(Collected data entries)
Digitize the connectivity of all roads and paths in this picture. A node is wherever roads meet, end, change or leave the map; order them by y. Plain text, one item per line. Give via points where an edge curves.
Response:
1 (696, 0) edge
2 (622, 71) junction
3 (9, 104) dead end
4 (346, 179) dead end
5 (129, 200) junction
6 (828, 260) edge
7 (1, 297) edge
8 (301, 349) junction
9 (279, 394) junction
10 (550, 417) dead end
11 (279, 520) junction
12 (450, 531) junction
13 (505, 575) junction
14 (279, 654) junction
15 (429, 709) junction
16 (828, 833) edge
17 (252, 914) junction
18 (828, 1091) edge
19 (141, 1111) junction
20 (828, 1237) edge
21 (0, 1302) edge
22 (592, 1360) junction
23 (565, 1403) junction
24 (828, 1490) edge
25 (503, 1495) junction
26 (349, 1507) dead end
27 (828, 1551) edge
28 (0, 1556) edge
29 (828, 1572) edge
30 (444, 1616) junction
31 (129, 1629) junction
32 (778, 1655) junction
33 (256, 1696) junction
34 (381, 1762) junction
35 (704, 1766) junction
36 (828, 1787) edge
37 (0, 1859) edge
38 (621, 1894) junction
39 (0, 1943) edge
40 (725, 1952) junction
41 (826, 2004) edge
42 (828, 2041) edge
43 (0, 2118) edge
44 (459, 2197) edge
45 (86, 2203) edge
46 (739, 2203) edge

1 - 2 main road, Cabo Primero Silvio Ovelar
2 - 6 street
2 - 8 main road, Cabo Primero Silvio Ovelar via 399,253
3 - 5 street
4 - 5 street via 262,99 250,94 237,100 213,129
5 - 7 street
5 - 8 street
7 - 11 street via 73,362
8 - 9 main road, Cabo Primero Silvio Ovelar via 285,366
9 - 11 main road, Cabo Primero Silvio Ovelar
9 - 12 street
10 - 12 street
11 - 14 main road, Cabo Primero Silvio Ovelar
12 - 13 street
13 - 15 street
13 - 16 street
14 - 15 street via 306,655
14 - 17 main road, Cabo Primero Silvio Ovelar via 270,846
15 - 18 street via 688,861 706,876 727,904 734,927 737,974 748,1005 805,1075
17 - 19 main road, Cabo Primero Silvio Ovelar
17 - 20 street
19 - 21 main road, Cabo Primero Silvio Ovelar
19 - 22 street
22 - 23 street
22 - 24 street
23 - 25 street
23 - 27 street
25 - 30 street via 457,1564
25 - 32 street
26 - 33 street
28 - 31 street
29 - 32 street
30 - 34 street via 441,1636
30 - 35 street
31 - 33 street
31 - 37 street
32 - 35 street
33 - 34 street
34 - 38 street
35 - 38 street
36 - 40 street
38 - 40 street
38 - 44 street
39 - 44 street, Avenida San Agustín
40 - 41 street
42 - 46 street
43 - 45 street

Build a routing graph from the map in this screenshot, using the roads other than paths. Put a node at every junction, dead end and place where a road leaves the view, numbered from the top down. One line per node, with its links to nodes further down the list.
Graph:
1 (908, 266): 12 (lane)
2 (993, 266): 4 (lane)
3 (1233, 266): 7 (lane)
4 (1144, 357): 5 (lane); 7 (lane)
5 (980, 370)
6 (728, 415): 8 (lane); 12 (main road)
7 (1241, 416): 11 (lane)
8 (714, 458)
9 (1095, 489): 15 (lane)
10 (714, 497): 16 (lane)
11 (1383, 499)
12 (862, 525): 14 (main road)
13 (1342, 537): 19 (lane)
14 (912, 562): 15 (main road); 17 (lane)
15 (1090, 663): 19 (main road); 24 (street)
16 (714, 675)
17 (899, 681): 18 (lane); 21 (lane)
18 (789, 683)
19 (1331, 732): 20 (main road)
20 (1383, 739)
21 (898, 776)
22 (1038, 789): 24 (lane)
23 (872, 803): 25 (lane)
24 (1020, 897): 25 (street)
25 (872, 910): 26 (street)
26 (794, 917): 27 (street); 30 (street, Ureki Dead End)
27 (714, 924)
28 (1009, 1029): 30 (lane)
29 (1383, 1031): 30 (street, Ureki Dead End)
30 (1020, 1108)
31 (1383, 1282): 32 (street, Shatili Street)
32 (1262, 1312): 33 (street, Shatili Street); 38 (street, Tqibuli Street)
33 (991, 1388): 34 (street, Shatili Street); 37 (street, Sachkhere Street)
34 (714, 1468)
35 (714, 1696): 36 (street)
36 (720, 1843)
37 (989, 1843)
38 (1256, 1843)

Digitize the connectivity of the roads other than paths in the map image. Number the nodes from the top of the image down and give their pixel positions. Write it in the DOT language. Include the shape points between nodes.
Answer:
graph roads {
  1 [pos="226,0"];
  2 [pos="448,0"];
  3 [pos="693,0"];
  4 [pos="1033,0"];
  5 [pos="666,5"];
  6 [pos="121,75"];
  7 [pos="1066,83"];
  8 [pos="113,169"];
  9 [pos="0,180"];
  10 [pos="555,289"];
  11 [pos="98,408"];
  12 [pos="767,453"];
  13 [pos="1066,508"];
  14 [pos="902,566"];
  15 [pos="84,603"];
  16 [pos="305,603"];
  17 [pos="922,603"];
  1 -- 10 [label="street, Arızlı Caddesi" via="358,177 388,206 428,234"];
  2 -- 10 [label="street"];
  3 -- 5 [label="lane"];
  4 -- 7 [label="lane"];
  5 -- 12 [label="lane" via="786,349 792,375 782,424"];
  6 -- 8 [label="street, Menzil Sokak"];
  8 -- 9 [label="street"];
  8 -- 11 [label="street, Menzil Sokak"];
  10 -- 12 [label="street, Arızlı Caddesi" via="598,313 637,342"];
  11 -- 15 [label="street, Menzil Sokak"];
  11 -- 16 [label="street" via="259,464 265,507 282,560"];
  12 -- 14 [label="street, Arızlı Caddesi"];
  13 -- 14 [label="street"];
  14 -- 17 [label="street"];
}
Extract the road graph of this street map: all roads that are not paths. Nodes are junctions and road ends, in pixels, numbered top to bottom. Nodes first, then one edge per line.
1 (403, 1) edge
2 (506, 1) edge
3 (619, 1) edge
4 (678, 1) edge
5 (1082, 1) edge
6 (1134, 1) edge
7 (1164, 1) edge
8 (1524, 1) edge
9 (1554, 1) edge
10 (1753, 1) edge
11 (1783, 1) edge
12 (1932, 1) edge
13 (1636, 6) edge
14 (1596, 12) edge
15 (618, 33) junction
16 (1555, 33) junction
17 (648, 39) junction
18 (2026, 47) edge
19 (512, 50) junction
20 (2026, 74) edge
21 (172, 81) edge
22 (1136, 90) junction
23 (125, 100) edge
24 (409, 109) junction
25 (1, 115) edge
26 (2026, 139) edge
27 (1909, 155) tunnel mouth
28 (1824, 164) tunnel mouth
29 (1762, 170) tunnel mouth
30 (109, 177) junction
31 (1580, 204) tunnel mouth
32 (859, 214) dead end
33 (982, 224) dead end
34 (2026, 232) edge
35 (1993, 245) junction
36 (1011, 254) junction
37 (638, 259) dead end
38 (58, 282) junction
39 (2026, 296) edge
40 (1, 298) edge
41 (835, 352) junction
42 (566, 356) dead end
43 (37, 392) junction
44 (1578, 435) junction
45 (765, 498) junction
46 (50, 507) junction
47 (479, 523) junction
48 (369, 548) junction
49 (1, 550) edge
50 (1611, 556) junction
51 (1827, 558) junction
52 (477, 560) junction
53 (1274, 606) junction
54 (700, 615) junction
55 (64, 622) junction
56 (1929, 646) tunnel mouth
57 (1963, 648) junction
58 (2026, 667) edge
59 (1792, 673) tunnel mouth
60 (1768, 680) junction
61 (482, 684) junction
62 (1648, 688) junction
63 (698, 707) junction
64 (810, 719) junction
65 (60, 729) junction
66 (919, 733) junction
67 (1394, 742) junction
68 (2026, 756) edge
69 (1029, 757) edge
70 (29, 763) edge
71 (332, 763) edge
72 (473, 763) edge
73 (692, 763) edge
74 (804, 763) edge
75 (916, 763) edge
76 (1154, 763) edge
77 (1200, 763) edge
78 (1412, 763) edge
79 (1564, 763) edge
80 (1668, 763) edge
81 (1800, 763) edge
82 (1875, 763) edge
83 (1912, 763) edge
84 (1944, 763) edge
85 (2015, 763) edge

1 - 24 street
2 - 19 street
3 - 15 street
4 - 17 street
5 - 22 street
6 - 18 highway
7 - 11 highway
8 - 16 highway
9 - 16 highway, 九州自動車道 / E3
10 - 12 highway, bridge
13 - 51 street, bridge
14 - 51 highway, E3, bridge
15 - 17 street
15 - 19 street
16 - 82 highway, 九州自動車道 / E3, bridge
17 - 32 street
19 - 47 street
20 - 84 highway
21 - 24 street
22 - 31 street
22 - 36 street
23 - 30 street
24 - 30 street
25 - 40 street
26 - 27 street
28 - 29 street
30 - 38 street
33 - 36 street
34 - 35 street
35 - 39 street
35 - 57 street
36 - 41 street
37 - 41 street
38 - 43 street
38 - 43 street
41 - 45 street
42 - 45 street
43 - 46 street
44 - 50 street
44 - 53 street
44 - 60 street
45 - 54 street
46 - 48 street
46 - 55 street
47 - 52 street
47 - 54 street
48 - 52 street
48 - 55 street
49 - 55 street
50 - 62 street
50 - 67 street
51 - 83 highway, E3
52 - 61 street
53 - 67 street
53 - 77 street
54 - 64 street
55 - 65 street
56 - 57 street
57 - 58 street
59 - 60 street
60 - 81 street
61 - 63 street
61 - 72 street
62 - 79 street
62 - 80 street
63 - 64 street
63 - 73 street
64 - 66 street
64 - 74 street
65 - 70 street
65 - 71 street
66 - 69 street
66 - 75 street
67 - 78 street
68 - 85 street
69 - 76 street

> _Your task_
Transcribe, exactly and without additions, the lines of the records above, beginning with the line that contains "Build a routing" and ending with the line that contains "Digitize the connectivity of the", both included.

> _Your solution_
Build a routing graph from the map in this screenshot, using the roads other than paths. Put a node at every junction, dead end and place where a road leaves the view, numbered from the top down. One line per node, with its links to nodes further down the list.
Graph:
1 (908, 266): 12 (lane)
2 (993, 266): 4 (lane)
3 (1233, 266): 7 (lane)
4 (1144, 357): 5 (lane); 7 (lane)
5 (980, 370)
6 (728, 415): 8 (lane); 12 (main road)
7 (1241, 416): 11 (lane)
8 (714, 458)
9 (1095, 489): 15 (lane)
10 (714, 497): 16 (lane)
11 (1383, 499)
12 (862, 525): 14 (main road)
13 (1342, 537): 19 (lane)
14 (912, 562): 15 (main road); 17 (lane)
15 (1090, 663): 19 (main road); 24 (street)
16 (714, 675)
17 (899, 681): 18 (lane); 21 (lane)
18 (789, 683)
19 (1331, 732): 20 (main road)
20 (1383, 739)
21 (898, 776)
22 (1038, 789): 24 (lane)
23 (872, 803): 25 (lane)
24 (1020, 897): 25 (street)
25 (872, 910): 26 (street)
26 (794, 917): 27 (street); 30 (street, Ureki Dead End)
27 (714, 924)
28 (1009, 1029): 30 (lane)
29 (1383, 1031): 30 (street, Ureki Dead End)
30 (1020, 1108)
31 (1383, 1282): 32 (street, Shatili Street)
32 (1262, 1312): 33 (street, Shatili Street); 38 (street, Tqibuli Street)
33 (991, 1388): 34 (street, Shatili Street); 37 (street, Sachkhere Street)
34 (714, 1468)
35 (714, 1696): 36 (street)
36 (720, 1843)
37 (989, 1843)
38 (1256, 1843)

Digitize the connectivity of the roads other than paths in the map image. Number the nodes from the top of the image down and give their pixel positions. Write it in the DOT language. Include the shape points between nodes.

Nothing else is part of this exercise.